Although oppression has been claimed many times since section 135’s inclusion in the Act, very few of the applicants have been successful. Successful cases involve a declarant that refuses to relinquish control of the condominium or where a decision is made that is unfair to a minority group of owners. However, this week a decision was released where an owner was successful against the condominium not because of a decision made or an action taken, but because of the condominium’s inadequate response to the owner’s complaints.

In Wu v. Peel Condominium Corporation No. 245 an owner brought an application against her condominium alleging that it failed to maintain the common elements because the elevators were causing excessive noise and vibrations in her unit (she described it as sounding like a subway train was passing overhead her unit). She also alleged that the condominium interfered with investigations by its professionals in her unit, and refused her proper record requests. She sought, among various other orders, $150,000.00 per year for damages she purportedly sustained because of the noise and vibrations in her unit.

As a bit of background, the owner’s unit was a 1 bedroom unit on the top floor. The living room had been further divided to add an additional bedroom, which was located closest to the source of the noise and vibration – the elevator, HVAC and mechanical equipment room. There were at least 17 identifiable complaints made by the owner since 2008. The condominium did not ignore her complaints. Instead, it spent over $31,000.00 for engineers and various professionals to investigate and address the noise and vibration complaints, not including an elevator remodernization project that it undertook that was expected to reduce the noise and vibrations in the unit.

The court found that the condominium had acted in an oppressive manner toward the owner.

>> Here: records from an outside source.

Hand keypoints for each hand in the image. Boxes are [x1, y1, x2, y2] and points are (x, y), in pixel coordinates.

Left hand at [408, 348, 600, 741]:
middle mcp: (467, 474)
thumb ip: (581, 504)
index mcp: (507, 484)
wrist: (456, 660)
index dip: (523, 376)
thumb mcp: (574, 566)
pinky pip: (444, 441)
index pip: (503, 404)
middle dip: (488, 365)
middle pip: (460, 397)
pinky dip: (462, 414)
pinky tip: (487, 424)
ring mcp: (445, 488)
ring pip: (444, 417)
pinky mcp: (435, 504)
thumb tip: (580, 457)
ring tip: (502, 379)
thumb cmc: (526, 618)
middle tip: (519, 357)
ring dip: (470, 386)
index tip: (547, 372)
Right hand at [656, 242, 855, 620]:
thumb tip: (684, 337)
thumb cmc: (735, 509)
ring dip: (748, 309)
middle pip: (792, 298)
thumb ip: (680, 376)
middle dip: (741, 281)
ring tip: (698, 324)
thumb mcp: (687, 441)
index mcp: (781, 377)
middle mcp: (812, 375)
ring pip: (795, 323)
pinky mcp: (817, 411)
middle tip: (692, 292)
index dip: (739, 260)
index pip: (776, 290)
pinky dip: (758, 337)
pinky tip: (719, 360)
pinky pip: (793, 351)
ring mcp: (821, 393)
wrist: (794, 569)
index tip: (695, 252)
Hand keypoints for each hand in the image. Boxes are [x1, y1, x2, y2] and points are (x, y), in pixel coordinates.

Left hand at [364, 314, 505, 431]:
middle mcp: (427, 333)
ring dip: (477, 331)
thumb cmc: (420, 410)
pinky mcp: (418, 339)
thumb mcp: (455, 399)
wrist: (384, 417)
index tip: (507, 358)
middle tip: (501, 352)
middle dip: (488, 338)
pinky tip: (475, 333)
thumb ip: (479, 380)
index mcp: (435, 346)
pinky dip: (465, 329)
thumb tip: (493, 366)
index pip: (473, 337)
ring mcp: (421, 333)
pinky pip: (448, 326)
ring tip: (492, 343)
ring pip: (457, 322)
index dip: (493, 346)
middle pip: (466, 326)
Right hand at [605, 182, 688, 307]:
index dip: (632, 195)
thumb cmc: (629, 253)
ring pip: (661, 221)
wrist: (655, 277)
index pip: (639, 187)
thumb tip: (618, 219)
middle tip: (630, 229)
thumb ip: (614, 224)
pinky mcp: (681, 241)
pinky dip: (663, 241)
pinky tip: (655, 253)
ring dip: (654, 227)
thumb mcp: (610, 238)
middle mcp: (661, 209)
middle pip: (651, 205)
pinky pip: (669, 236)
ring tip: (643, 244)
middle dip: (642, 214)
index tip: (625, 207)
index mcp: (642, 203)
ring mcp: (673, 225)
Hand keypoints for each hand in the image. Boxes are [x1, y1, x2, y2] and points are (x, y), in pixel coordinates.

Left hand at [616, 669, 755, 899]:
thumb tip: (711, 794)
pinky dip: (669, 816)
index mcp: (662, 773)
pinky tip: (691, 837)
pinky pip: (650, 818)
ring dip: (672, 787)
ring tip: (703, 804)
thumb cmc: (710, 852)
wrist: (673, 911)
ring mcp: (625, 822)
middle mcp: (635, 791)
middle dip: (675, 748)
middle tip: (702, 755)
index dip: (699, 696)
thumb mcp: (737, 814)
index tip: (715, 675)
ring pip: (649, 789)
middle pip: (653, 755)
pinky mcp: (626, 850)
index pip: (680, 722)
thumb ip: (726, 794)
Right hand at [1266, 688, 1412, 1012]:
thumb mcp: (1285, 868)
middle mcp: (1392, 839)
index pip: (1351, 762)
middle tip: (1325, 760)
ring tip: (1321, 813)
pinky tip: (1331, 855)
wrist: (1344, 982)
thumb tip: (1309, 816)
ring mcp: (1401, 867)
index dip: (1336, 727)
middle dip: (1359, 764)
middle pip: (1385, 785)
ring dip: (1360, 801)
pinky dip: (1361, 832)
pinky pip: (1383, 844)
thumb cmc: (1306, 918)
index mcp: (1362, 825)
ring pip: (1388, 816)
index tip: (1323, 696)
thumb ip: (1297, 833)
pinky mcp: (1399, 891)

The condominium’s own expert agreed that there was a noise problem in the unit. The condominium’s attempt to argue that the owners caused or contributed to the problem when they added the second bedroom only “supports Ms. Wu’s allegation of unfairness.” The condominium also ignored one of its experts’ recommendations when making the repairs; it used 1″ thick isolation material instead of 2″ thick material. The court found that although the condominium had done “a lot of investigation”, it had done little or no work to solve the noise problem. There was no evidence to support the condominium’s position: no estimates for work to be completed; no financial statements on the burden; no competing interests to be balanced; there was nothing to support their inaction.

On the issue of the appropriate remedy, the court order the condominium to report back on the work to be undertaken within 45 days.  It appears that the judge thought the owner’s depiction of events was too dramatic or exaggerated to support the damages claim. As a result, the owner’s claim for damages was greatly reduced from $150,000 per year to $30,000.00 total. The issue of costs has not been decided.

This case should serve as a wake-up call to all directors: you cannot ignore (or react too slowly to) complaints made by owners, especially when your own expert agrees that there is a problem! It should not matter if the complaint is noise, smoke, odour, or water penetration. Failing to address complaints in a timely fashion could result in a claim against the condominium for oppression, like in this case. Even worse, it could mean a claim against the directors for failing to fulfill their duties under the Act, which could lead to the directors being personally responsible for some or all of the costs.

Sticking your head in the sand is not an option. Neither is dragging your feet!

One thought on “Condo oppressed owner when it failed to address noise

  1. Pingback: Top Condo Lessons of 2015 | Michelle Kelly's Condo Law Blog

Comments are closed.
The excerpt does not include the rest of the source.